[Start of Attachment]

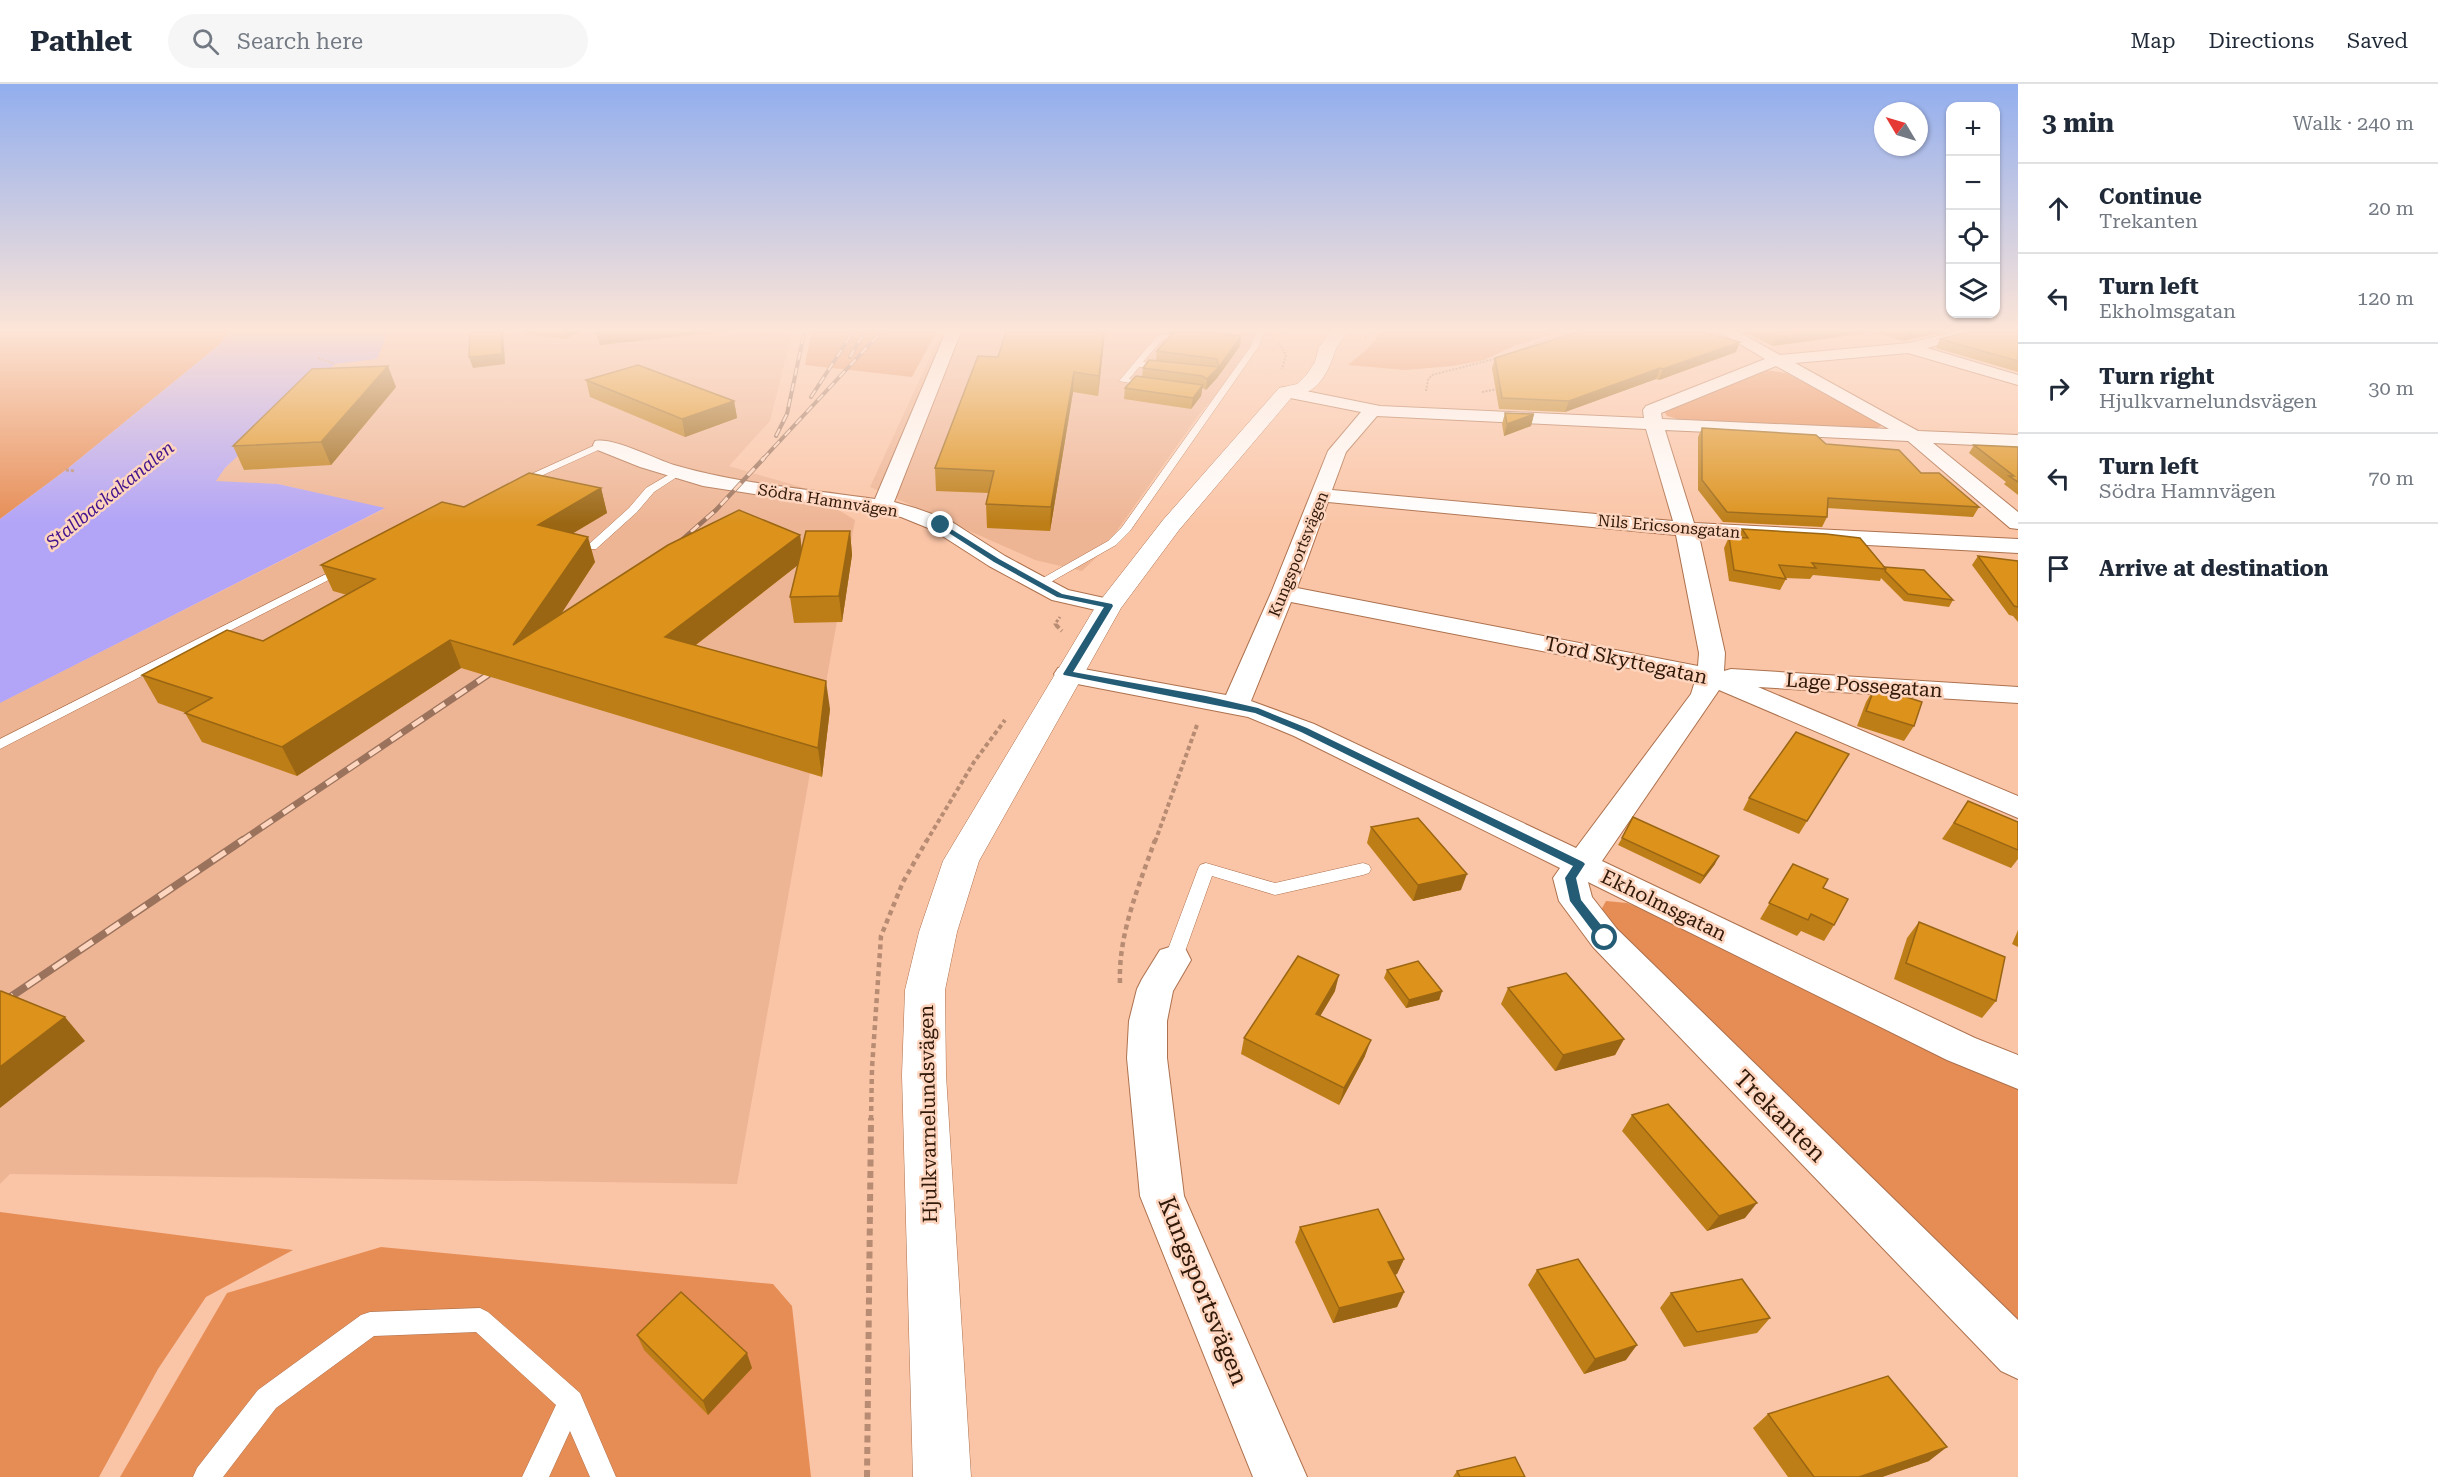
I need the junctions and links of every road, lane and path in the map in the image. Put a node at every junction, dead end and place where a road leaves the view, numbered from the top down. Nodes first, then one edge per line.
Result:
1 (928, 394) edge
2 (1221, 394) edge
3 (1280, 394) edge
4 (1321, 394) edge
5 (1688, 394) edge
6 (1839, 394) edge
7 (1373, 410) junction
8 (1654, 422) junction
9 (1912, 435) junction
10 (2018, 441) edge
11 (602, 445) joint
12 (66, 470) dead end
13 (75, 471) dead end
14 (678, 473) junction
15 (508, 487) edge
16 (1322, 495) junction
17 (882, 506) junction
18 (2018, 523) edge
19 (1684, 529) junction
20 (2018, 546) edge
21 (592, 547) dead end
22 (360, 560) edge
23 (1038, 585) junction
24 (1283, 593) junction
25 (1109, 606) junction
26 (1067, 674) junction
27 (1710, 676) junction
28 (2018, 695) edge
29 (1235, 705) junction
30 (0, 745) edge
31 (2018, 808) edge
32 (1580, 864) junction
33 (1363, 869) dead end
34 (1173, 960) joint
35 (2018, 1072) edge
36 (2018, 1354) edge
37 (571, 1402) junction
38 (206, 1477) edge
39 (535, 1477) edge
40 (603, 1477) edge
41 (942, 1477) edge
42 (1280, 1477) edge

1 - 17 street
2 - 23 lane
3 - 25 street, Hjulkvarnelundsvägen
4 - 7 street
5 - 8 street
6 - 9 street
7 - 8 street
7 - 16 street, Kungsportsvägen
8 - 9 street
8 - 19 street
9 - 10 street
9 - 18 street
11 - 14 street, Södra Hamnvägen
11 - 15 lane
12 - 13 path
14 - 17 street, Södra Hamnvägen
14 - 21 lane
16 - 19 street, Nils Ericsonsgatan
16 - 24 street, Kungsportsvägen
17 - 23 street, Södra Hamnvägen
19 - 20 street, Nils Ericsonsgatan
19 - 27 street
22 - 30 lane
23 - 25 street, Södra Hamnvägen
24 - 27 street, Tord Skyttegatan
24 - 29 street, Kungsportsvägen
25 - 26 street, Hjulkvarnelundsvägen
26 - 29 street, Ekholmsgatan
26 - 41 street, Hjulkvarnelundsvägen
27 - 28 street, Lage Possegatan
27 - 31 street, Tord Skyttegatan
27 - 32 street
29 - 32 street, Ekholmsgatan
32 - 35 street, Ekholmsgatan
32 - 36 street, Trekanten
33 - 34 lane
34 - 42 street, Kungsportsvägen
37 - 38 lane
37 - 39 lane
37 - 40 lane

[End of Attachment]

Problem details
Would you report every line of the entries above containing the word "lane"?

Exercise answer
I need the junctions and links of every road, lane and path in the map in the image. Put a node at every junction, dead end and place where a road leaves the view, numbered from the top down. Nodes first, then one edge per line.
2 - 23 lane
11 - 15 lane
14 - 21 lane
22 - 30 lane
33 - 34 lane
37 - 38 lane
37 - 39 lane
37 - 40 lane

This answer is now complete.